**REQUIREMENT**.
How many lines below contain the word "Шевченко"? Reply solely with the number.

**Stored items**.
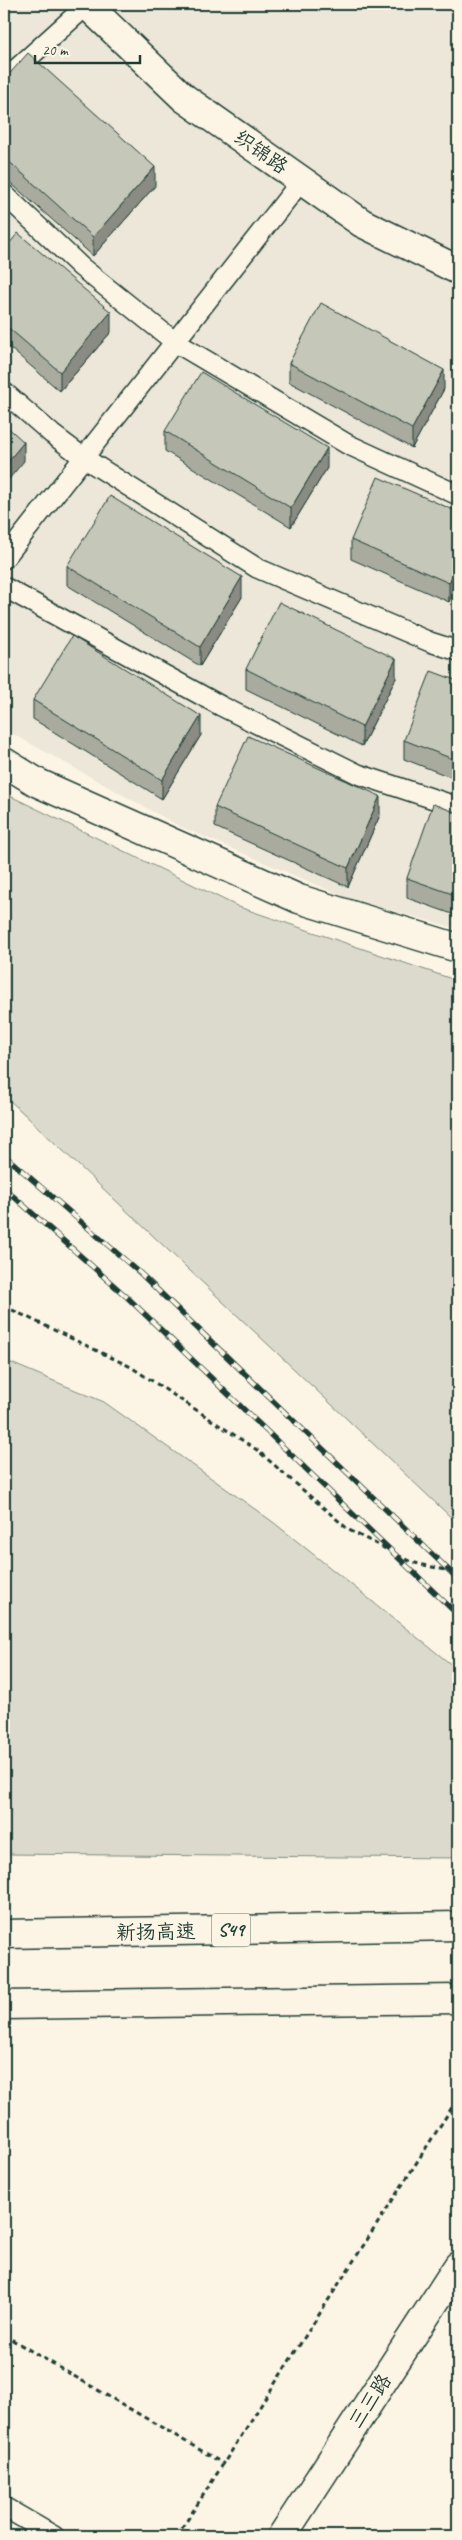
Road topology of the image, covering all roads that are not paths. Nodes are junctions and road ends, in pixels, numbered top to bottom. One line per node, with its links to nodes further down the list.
1 (87, 4): 2 (lane); 3 (main road, 织锦路)
2 (4, 80)
3 (302, 180): 5 (main road, 织锦路); 6 (lane)
4 (4, 194): 6 (lane)
5 (458, 270)
6 (175, 342): 8 (lane); 9 (lane)
7 (4, 392): 8 (lane)
8 (84, 458): 10 (lane); 12 (lane)
9 (458, 495)
10 (4, 559)
11 (4, 586): 14 (lane)
12 (458, 652)
13 (4, 762): 15 (main road)
14 (458, 807)
15 (458, 948)
16 (458, 1926): 17 (main road, 新扬高速 / S49)
17 (4, 1934)
18 (458, 1999): 19 (main road)
19 (4, 2005)
20 (458, 2266): 23 (main road, 三三路)
21 (4, 2507): 22 (lane)
22 (54, 2536)
23 (282, 2536)

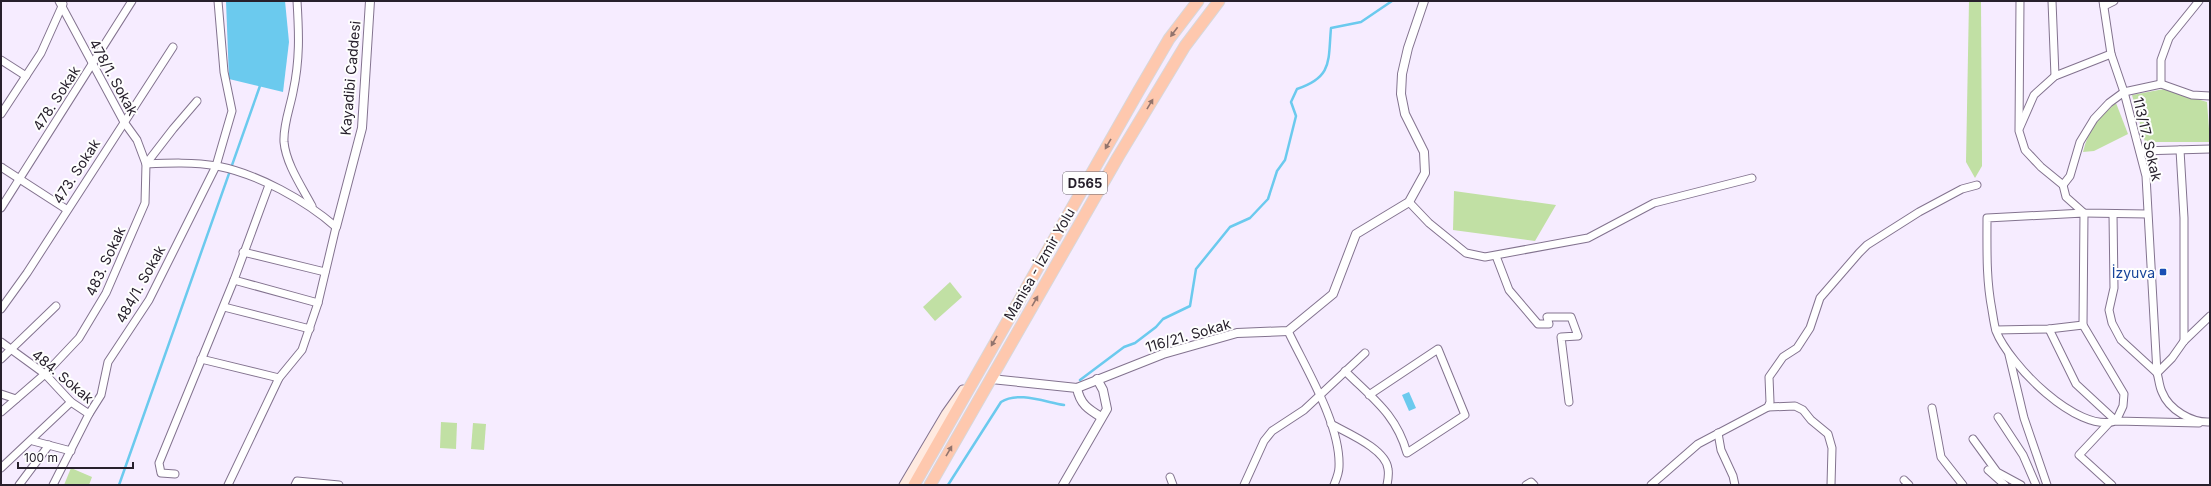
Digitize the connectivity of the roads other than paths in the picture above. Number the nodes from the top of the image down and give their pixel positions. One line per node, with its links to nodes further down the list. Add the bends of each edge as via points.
1 (132, 1): 17 (street, 478. Sokak)
2 (218, 1): 31 (street, 484/1. Sokak, via 224,72 232,111)
3 (297, 1): 39 (street, via 300,44 284,143 290,164)
4 (370, 1): 45 (street, Kayadibi Caddesi, via 362,128)
5 (1198, 1): 67 (highway, Manisa - İzmir Yolu / D565, one-way to 67, via 1169,39)
6 (1220, 1): 72 (highway, Manisa - İzmir Yolu / D565, one-way to 6, via 1161,85 1185,46)
7 (1424, 1): 38 (street, via 1402,74 1401,94 1405,114 1424,152 1425,173)
8 (2020, 1): 26 (street)
9 (2052, 1): 19 (street)
10 (2114, 1): 13 (street)
11 (2199, 1): 20 (street, via 2169,38 2161,60)
12 (62, 3): 17 (street, 478/1. Sokak); 18 (street, via 41,53)
13 (2104, 4): 15 (street, 113/17. Sokak)
14 (173, 47): 25 (street, 473. Sokak)
15 (2111, 54): 19 (street); 21 (street, 113/17. Sokak)
16 (1, 60): 18 (street)
17 (93, 65): 25 (street, 478/1. Sokak); 34 (street, 478. Sokak)
18 (26, 76): 24 (street)
19 (2055, 76): 26 (street, via 2034,95)
20 (2161, 84): 21 (street); 22 (street, via 2192,95)
21 (2124, 92): 29 (street, 113/17. Sokak); 37 (street, via 2094,119 2080,142 2070,176)
22 (2210, 96)
23 (197, 101): 30 (street)
24 (1, 114)
25 (124, 122): 30 (street, 478/1. Sokak, via 137,140); 41 (street, 473. Sokak)
26 (2019, 131): 37 (street, via 2024,150)
27 (2210, 149): 28 (street)
28 (2180, 150): 29 (street); 60 (street, via 2184,218)
29 (2140, 151): 44 (street, 113/17. Sokak, via 2146,176)
30 (146, 164): 31 (street); 70 (street, 483. Sokak, via 144,203 106,293 79,338)
31 (216, 166): 35 (street, via 238,171); 84 (street, 484/1. Sokak, via 148,300 108,362 101,395)
32 (1, 167): 34 (street)
33 (1752, 178): 47 (street, via 1654,203 1588,238)
34 (19, 179): 40 (street, 478. Sokak); 41 (street)
35 (269, 185): 39 (street); 46 (street)
36 (1977, 185): 81 (street, via 1962,189 1923,209 1867,245 1820,298 1807,334 1797,348 1783,357 1769,377)
37 (2063, 185): 42 (street, via 2066,197)
38 (1409, 202): 47 (street, via 1428,223 1466,253 1485,257); 59 (street, via 1356,234 1333,294)
39 (312, 206): 45 (street)
40 (1, 208)
41 (66, 209): 53 (street, 473. Sokak, via 27,273)
42 (2084, 213): 43 (street); 55 (street); 58 (street, via 1987,218 1987,283)
43 (2113, 214): 44 (street); 69 (street, via 2114,288 2109,310 2112,323 2121,340)
44 (2147, 214): 69 (street, 113/17. Sokak)
45 (336, 227): 48 (street)
46 (243, 252): 48 (street); 49 (street)
47 (1496, 256): 80 (street, via 1510,290 1538,324 1550,324 1547,317 1571,317 1578,336 1561,337)
48 (325, 272): 50 (street)
49 (234, 280): 50 (street); 52 (street)
50 (318, 304): 56 (street)
51 (56, 306): 62 (street)
52 (224, 307): 56 (street); 66 (street)
53 (1, 309)
54 (2210, 316): 60 (street)
55 (2084, 325): 57 (street); 87 (street, via 2124,394 2123,406)
56 (310, 329): 71 (street, via 302,350)
57 (2049, 329): 58 (street); 87 (street, via 2076,384)
58 (1996, 330): 63 (street)
59 (1288, 331): 73 (street, 116/21. Sokak, via 1237,334 1164,354); 76 (street)
60 (2184, 340): 69 (street, via 2172,358)
61 (1, 342): 62 (street, 484. Sokak)
62 (10, 350): 65 (street); 70 (street, 484. Sokak)
63 (2008, 351): 91 (street, via 2013,360 2052,399 2079,416); 123 (street, via 2024,418)
64 (1365, 354): 68 (street)
65 (1, 359)
66 (200, 359): 71 (street); 99 (street, via 159,463 161,474)
67 (978, 370): 106 (main road, via 946,414); 107 (highway, Manisa - İzmir Yolu / D565)
68 (1345, 371): 76 (street); 77 (street)
69 (2157, 373): 89 (street, 113/17. Sokak, via 2162,392 2168,402)
70 (45, 374): 78 (street, 483. Sokak); 79 (street, 484. Sokak)
71 (279, 378): 103 (street)
72 (991, 379): 74 (street); 108 (highway, Manisa - İzmir Yolu / D565, one-way to 72)
73 (1097, 379): 74 (street, 116/21. Sokak); 86 (street, via 1103,390 1107,409)
74 (1078, 388): 86 (street, via 1079,398 1086,407)
75 (1, 394): 78 (street)
76 (1319, 395): 90 (street); 111 (street, via 1304,410 1272,431 1264,441)
77 (1370, 395): 77 (street, via 1396,424 1407,453 1465,415 1438,349)
78 (16, 399): 83 (street, 483. Sokak)
79 (71, 402): 84 (street, 484. Sokak); 94 (street)
80 (1569, 402)
81 (1768, 407): 92 (street); 118 (street, via 1795,406 1803,410 1828,434 1832,448)
82 (1932, 408): 119 (street, via 1941,457)
83 (1, 412)
84 (89, 414): 96 (street, 484/1. Sokak)
85 (1998, 416): 122 (street, via 2023,455)
86 (1101, 417): 109 (street)
87 (2116, 421): 89 (street); 91 (street)
88 (2210, 422): 89 (street)
89 (2199, 423)
90 (1331, 424): 112 (street, via 1336,438 1339,468); 113 (street, via 1375,449 1385,459 1388,469)
91 (2108, 424): 124 (street, via 2079,455)
92 (1718, 433): 116 (street, via 1698,444); 117 (street, via 1721,450)
93 (1973, 439): 121 (street, via 1997,472)
94 (33, 440): 95 (street); 97 (street)
95 (49, 445): 96 (street); 101 (street)
96 (71, 451): 102 (street, 484/1. Sokak)
97 (1, 468)
98 (1988, 470): 120 (street)
99 (175, 474)
100 (1170, 477): 110 (street)
101 (19, 485)
102 (53, 485)
103 (228, 485)
104 (295, 485): 105 (street, via 297,481)
105 (339, 485)
106 (904, 485)
107 (914, 485)
108 (930, 485)
109 (1063, 485)
110 (1173, 485)
111 (1244, 485)
112 (1334, 485)
113 (1387, 485)
114 (1526, 485): 115 (street, via 1531,482)
115 (1534, 485)
116 (1651, 485)
117 (1735, 485)
118 (1830, 485)
119 (1963, 485)
120 (2005, 485)
121 (2021, 485)
122 (2036, 485)
123 (2047, 485)
124 (2112, 485)

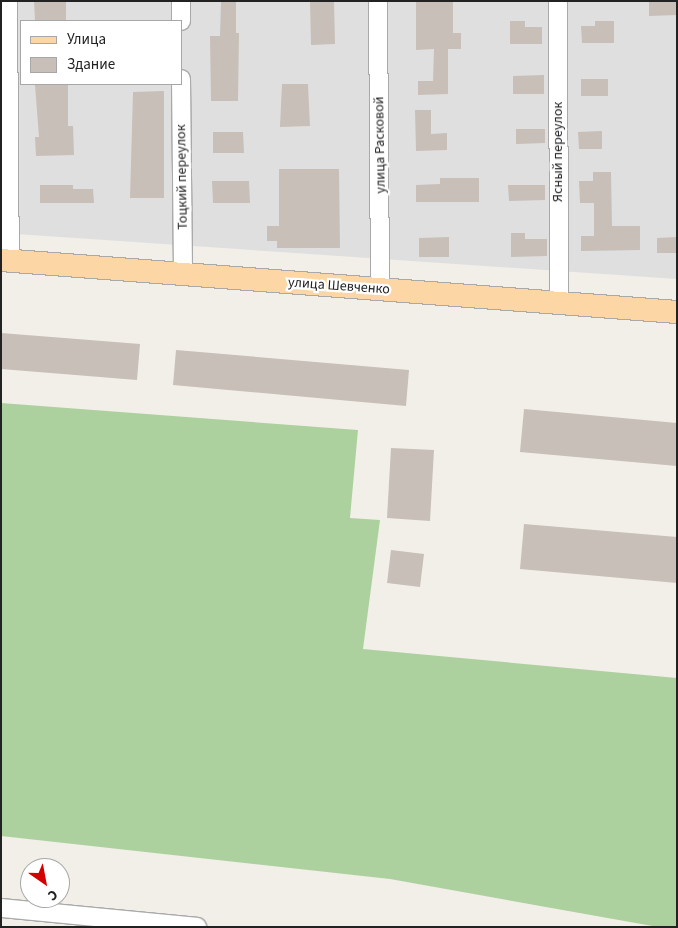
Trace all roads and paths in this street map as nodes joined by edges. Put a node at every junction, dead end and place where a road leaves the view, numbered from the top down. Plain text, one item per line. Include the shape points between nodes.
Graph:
1 (8, 1) edge
2 (181, 1) edge
3 (378, 1) edge
4 (558, 1) edge
5 (181, 20) edge
6 (181, 85) edge
7 (5, 261) edge
8 (183, 274) junction
9 (380, 289) junction
10 (559, 303) junction
11 (677, 312) edge
12 (1, 908) edge
13 (197, 927) edge

1 - 7 street
2 - 5 street
3 - 9 street, улица Расковой
4 - 10 street, Ясный переулок
6 - 8 street, Тоцкий переулок
7 - 8 main road, улица Шевченко
8 - 9 main road, улица Шевченко
9 - 10 main road, улица Шевченко
10 - 11 main road, улица Шевченко
12 - 13 street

**SOLUTION TO THIS EXERCISE**.
4